Going Back To School Has A Brand New Meaning During Covid-19
As schools in the US have wrapped up the year with their students at home engaged in distance learning, the attention is now shifting to looking ahead and prepping for the next academic year. The situation with Covid-19 remains fluid, but with the rise in cases in many States, reopening has been put on pause, making it more and more likely for schools to have some degree of distance learning at least into the new calendar year. Even if schools are allowed to reopen with live classes, they will do so under a long list of limitations from imposing social distancing with six feet distance between desks to being in fixed groups with only one teacher. This new back to school reality will mean that technology will continue to play an essential role in how kids are taught and kept safe. A recent Microsoft study done across nearly 500 members of the Microsoft Education community, representing teachers and institutional leaders from around the world showed that 61 percent expect to begin the next school year in a hybrid learning environment—a mix of remote and in-person learning—and 87 percent said they plan to use technology more than before once in-classroom teaching resumes.
Schools across America have learned a lot from the distance learning experience during the last school term, but a lot more work has to be done as we go back and embrace blended learning more proactively. What we saw in the Spring was a temporary measure that left many students and parents to fend for themselves and we must now create an environment that is not a stop-gap but a real enabler.
A few weeks ago, I sat down with PowerSchool CEO Hardeep Gulati to talk about their learnings and some of the concerns they heard from the school districts they work with. PowerSchool is a California-based company that provides K-12 schools and districts with application technology aimed at helping teachers teach, manage instructions, assess and grade as well as supporting the back office with HR needs, enrollment, attendants and state reporting. PowerSchool is present in 80 countries reaching around 45 million students worldwide.
A lot of the attention in the press has been focused on distance learning and the impact it has had on children. Yet, as we turn to the new academic year, the complexities of not being physically on school grounds go beyond teaching. Schools and districts need help with hiring and onboarding remotely, enrolling students. Mr. Gulati is very clear about where the focus must be now: “They need help running schools and districts remotely, no matter what’s ahead.”
When I asked Mr. Gulati what he thought the most significant hurdle teachers are facing when implementing distance learning he had no doubt that he sees the lack of a holistic view of a child as being the biggest hurdle: “The equity gap is growing and we must fix this before more students fall further behind. Most teachers don’t have a holistic, interactive way to look at student data, making it difficult to provide the instruction each student needs – especially in these turbulent times.”
I can only imagine how much harder it is for a teacher to form an opinion about a child’s readiness on a subject without being able to interact as much with them as they do in the classroom. This lack of interaction will increase the reliance on tests, which, as a parent, I have never been a fan of as they represent a snapshot of the student knowledge but certainly do not provide a broad sense of whether the student is learning. More importantly, tests fail to capture whether the student is connecting the dots across subjects and developing critical thinking.

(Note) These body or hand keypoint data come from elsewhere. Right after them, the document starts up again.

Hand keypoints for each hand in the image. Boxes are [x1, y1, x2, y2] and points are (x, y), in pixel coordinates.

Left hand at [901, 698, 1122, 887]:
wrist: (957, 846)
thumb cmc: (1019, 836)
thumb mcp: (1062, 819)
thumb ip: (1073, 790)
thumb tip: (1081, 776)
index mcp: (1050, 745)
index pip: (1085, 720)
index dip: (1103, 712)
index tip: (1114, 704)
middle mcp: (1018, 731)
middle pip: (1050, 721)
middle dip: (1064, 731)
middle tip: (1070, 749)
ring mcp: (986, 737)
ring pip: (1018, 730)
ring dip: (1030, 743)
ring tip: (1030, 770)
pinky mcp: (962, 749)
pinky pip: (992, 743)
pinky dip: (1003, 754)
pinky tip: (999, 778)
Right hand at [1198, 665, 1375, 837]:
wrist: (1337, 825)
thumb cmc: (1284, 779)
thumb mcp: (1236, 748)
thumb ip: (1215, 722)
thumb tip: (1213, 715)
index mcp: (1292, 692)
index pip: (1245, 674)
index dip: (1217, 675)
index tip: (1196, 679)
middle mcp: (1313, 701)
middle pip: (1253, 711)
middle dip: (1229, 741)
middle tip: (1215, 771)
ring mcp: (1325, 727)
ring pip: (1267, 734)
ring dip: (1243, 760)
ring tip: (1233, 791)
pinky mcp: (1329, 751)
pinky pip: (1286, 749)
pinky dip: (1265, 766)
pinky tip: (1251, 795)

Staying Focused On The Whole Student
Distance learning also means that the level of engagement from students is very inconsistent, depending on multiple factors, from tech-savviness to connectivity to the overall home environment, as more and more children are impacted by family members dying. These inconsistencies, coupled with how ready the school was to deploy distance learning, are creating a learning gap that must be addressed. PowerSchool found that schools that were already using their Learning Management System saw a 95% student participation when distance learning compared to an average of all their users of 52%.

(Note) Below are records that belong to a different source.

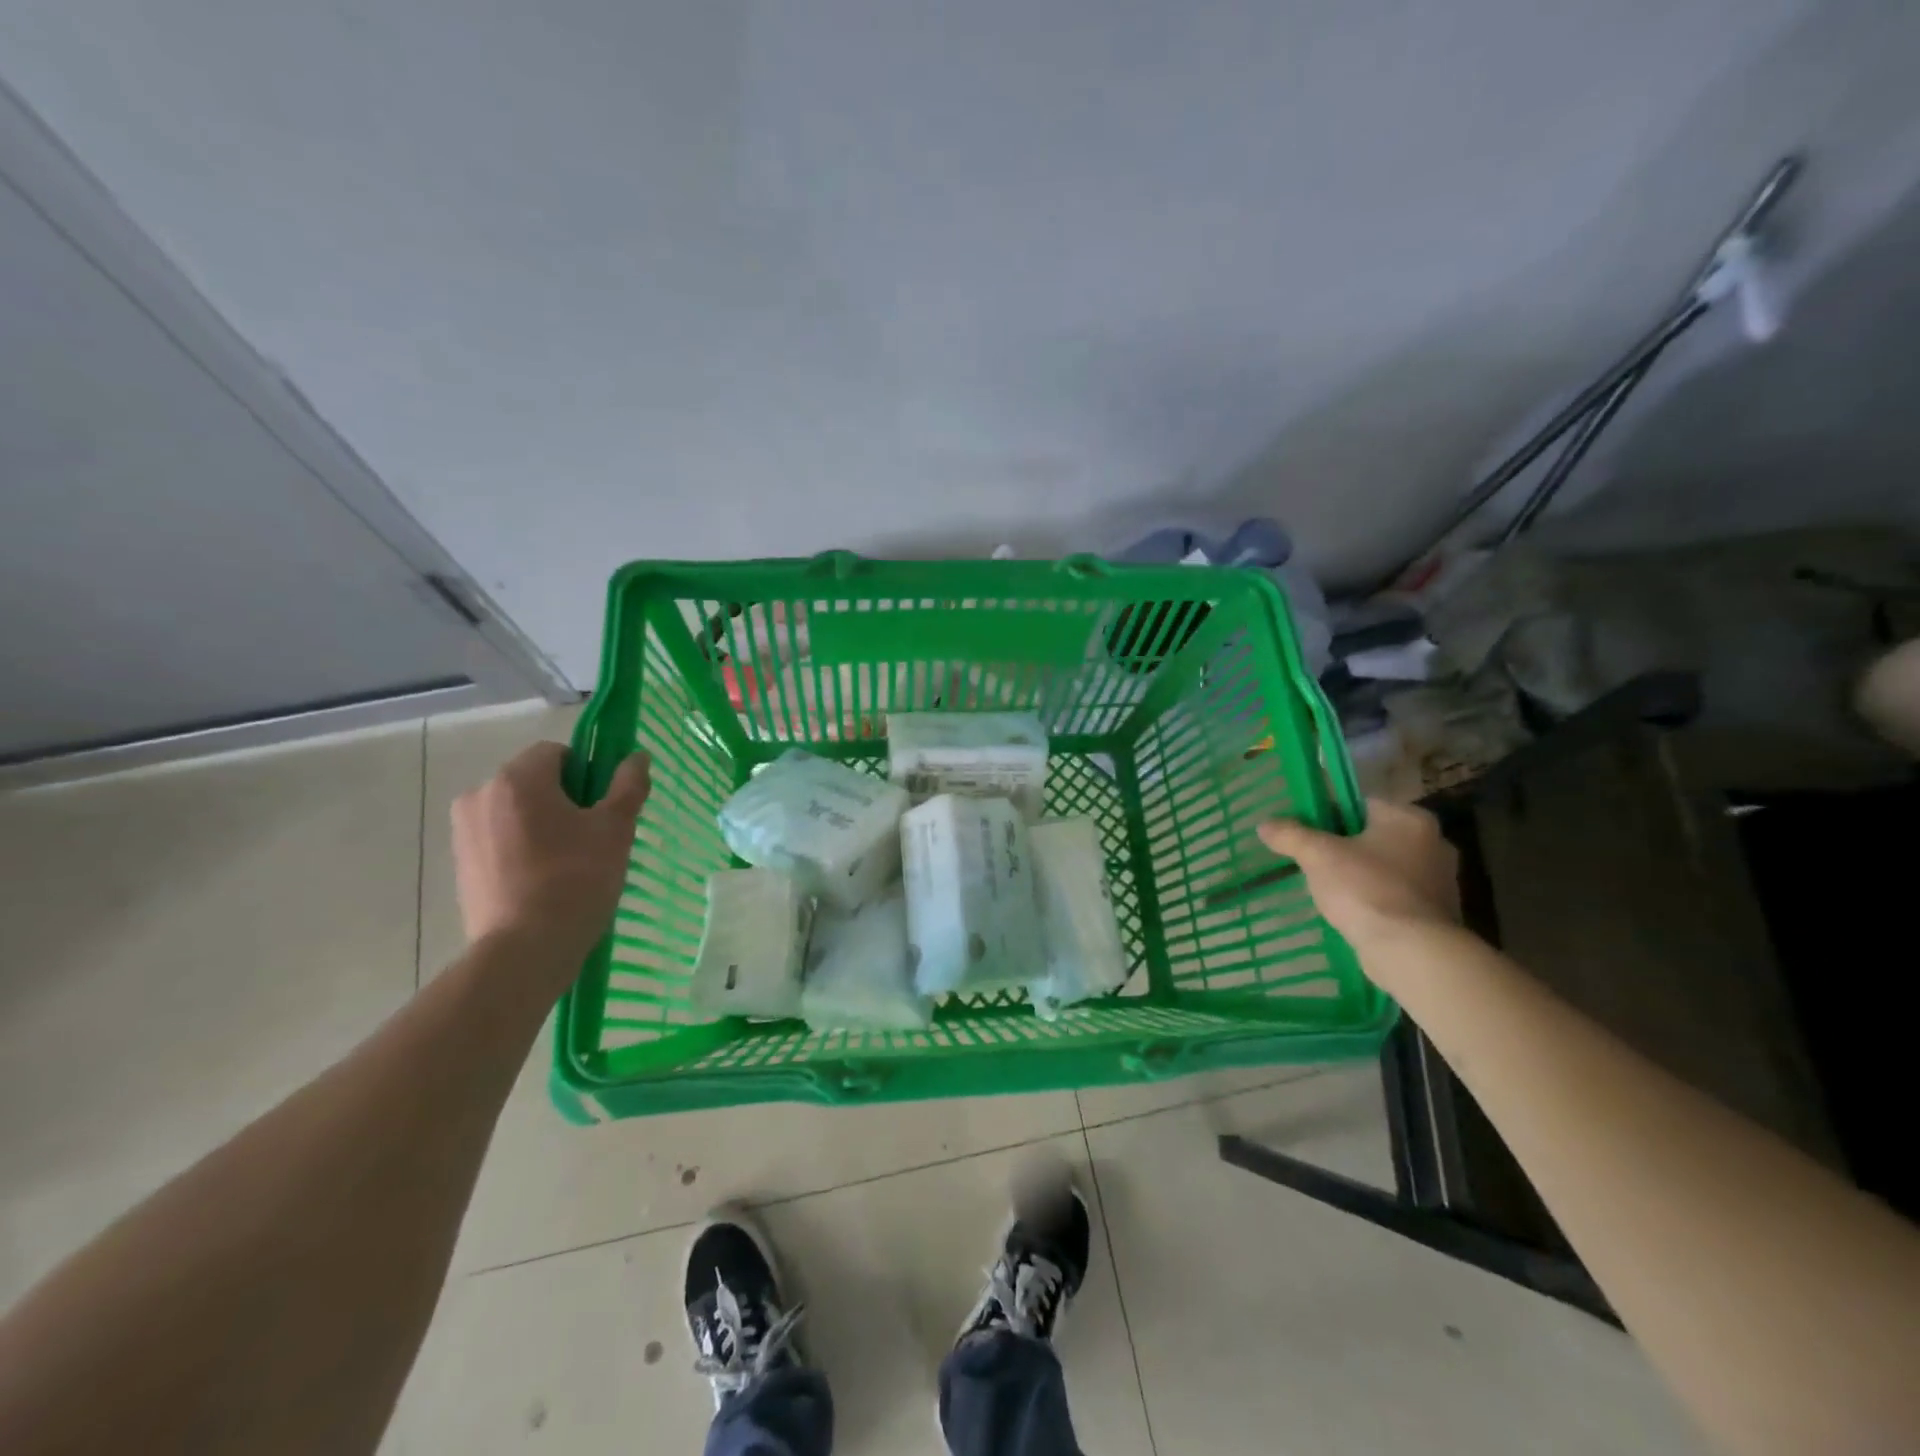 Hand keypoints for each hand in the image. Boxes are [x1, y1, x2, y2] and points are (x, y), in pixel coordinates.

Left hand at [452, 741, 650, 962]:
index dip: (588, 773)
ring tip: (568, 863)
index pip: (558, 753)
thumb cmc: (576, 879)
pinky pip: (499, 838)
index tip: (603, 808)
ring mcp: (464, 830)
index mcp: (517, 778)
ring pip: (516, 811)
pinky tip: (543, 880)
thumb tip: (638, 756)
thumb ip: (628, 786)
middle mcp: (480, 794)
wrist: (524, 950)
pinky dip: (522, 848)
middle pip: (534, 781)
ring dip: (542, 824)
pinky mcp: (460, 863)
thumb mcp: (615, 829)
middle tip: (592, 837)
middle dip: (564, 799)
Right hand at [1258, 799, 1459, 957]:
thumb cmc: (1365, 889)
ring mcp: (1441, 880)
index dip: (1330, 814)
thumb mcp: (1317, 855)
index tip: (1307, 832)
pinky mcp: (1438, 913)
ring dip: (1361, 875)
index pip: (1362, 803)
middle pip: (1375, 835)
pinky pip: (1397, 895)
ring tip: (1329, 889)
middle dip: (1346, 847)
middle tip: (1314, 860)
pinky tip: (1352, 912)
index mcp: (1409, 819)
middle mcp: (1434, 843)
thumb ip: (1290, 835)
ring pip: (1386, 867)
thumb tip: (1264, 825)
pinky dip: (1376, 899)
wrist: (1410, 951)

2020 is the first year without federally mandated standardized testing in almost twenty years. I hope, as we continue to integrate technology into the classroom, that this pause will be a stimulus to look at other ways to assess students as well as monitor their progress so teachers can intervene before the student falls behind or gets bored if learning is not challenging enough. This becomes even more critical when teachers are faced with such a disparity of engagement and it is an area where the PowerSchool leadership believes data can provide a solution through their new analytics tools. The Unified Insights Student learning tool will allow teachers and schools to cross student information such as ethnicity, attendance, and health information with learning data. The combination of these data would be able to help identify learning gaps, increase engagement by addressing social and emotional as well as technical and learning challenges and providing teachers and educators with a complete picture of their students.

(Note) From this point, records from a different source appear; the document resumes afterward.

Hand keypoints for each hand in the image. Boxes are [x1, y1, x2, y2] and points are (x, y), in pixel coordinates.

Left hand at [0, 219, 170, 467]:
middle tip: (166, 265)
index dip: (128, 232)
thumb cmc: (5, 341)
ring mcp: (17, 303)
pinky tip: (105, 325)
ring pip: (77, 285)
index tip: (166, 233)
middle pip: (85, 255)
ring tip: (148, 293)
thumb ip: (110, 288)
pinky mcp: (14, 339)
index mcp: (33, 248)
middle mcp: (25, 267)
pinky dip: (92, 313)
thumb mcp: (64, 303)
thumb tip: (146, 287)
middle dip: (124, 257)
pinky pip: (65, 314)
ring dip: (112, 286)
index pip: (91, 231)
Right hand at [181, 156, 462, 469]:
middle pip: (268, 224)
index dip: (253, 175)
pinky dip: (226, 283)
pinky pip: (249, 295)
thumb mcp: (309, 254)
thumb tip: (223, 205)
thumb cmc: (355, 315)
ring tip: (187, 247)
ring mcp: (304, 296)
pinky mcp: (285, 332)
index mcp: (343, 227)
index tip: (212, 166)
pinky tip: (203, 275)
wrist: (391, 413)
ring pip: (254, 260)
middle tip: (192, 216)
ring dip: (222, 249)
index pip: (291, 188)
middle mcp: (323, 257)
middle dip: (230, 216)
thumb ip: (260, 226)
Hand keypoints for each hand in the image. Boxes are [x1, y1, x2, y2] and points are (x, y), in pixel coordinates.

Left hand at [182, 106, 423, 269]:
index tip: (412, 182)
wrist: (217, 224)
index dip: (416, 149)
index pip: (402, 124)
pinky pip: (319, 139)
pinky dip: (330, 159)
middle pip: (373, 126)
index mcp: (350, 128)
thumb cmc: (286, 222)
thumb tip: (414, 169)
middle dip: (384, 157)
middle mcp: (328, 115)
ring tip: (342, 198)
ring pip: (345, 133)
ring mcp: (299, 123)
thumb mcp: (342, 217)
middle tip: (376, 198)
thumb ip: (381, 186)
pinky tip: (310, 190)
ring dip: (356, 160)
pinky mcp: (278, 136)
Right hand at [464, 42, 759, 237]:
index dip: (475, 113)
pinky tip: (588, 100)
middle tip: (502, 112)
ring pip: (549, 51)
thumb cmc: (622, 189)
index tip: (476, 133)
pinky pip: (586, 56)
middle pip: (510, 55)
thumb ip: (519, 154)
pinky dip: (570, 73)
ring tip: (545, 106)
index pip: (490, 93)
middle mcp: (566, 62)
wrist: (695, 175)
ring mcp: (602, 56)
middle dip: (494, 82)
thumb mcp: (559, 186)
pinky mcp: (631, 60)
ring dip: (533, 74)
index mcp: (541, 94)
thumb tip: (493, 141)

I am all for providing educators with a full picture of the student. Still, there are always concerns when socio-economic and ethnic information come into the mix of data used to develop a predictive model and rightly so. We have seen time and time again how such information is used to develop biased predictive models that preclude access rather than foster it. I hope PowerSchool will provide educators not just with the data, but with guidelines on how to read it and use it. The potential for positive impact is enormous but so is the risk of misuse.
This article was first published on Forbes
Disclosure: The Heart of Tech is a research and consultancy firm that engages or has engaged in research, analysis, and advisory services with many technology companies, including those mentioned in this column. The author does not hold any equity positions with any company mentioned in this column.